In one embodiment, the computer program when executed by the processor further performs the steps of: when the absolute value of the deviation is smaller than or equal to a preset normal judgment threshold value, outputting a first diagnosis result representing that the engine operates normally; when the absolute value of the deviation is larger than a preset normal judgment threshold value and is smaller than or equal to a preset risk judgment threshold value, outputting a second diagnosis result representing that the engine has an operation fault risk; when the absolute value of the deviation is larger than a preset risk judgment threshold value and is smaller than or equal to a preset fault judgment threshold value, outputting a third diagnosis result representing that the engine is in an operation fault state; and outputting a fourth diagnosis result representing that the engine is in a serious operation fault state when the absolute value of the deviation is greater than a preset fault judgment threshold value.
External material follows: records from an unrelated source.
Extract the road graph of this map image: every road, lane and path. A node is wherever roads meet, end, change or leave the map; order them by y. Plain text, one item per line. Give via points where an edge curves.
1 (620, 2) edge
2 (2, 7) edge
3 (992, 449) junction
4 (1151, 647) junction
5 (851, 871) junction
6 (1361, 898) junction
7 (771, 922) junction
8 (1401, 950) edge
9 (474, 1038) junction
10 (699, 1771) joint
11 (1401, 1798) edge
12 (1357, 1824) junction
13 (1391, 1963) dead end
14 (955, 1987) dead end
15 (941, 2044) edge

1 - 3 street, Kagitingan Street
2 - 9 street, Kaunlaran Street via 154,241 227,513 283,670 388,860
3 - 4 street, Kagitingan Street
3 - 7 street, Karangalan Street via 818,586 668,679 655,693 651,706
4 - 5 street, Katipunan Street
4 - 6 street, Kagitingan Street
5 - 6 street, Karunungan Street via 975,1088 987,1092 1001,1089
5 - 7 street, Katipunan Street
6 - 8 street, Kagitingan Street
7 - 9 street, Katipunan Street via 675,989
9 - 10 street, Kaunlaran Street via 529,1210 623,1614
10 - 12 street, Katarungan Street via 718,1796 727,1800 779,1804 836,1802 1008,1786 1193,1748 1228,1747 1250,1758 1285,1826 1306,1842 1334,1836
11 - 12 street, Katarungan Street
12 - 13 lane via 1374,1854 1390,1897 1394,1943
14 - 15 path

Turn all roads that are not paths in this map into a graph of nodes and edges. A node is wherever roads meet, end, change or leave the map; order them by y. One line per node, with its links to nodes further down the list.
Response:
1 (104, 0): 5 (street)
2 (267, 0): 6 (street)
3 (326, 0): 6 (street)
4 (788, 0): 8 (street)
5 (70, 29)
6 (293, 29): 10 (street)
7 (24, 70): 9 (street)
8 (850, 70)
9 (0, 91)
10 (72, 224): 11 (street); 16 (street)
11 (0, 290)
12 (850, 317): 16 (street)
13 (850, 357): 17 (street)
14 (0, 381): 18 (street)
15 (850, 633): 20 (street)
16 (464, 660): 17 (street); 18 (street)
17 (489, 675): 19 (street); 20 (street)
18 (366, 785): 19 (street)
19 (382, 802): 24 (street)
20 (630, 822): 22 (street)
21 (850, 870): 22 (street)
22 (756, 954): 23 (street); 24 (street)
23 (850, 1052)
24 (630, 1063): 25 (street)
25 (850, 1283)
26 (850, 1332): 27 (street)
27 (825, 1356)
In one embodiment, the computer program when executed by the processor further performs the steps of: taking the operation signal as data to be subjected to statistical analysis, taking the operation analysis value determined according to the operation signal as statistical analysis data, and respectively storing the operation analysis value into corresponding data partitions; before the controller is determined to be in a power-down state, copying data to be subjected to statistical analysis and stored in the data partition and the statistical analysis data to a preset backup partition respectively for backup processing; and when the controller is determined to be in a power-on state, restoring the statistical analysis data pre-stored in the backup partition to the corresponding data partition so as to ensure the smooth execution of the statistical processing process.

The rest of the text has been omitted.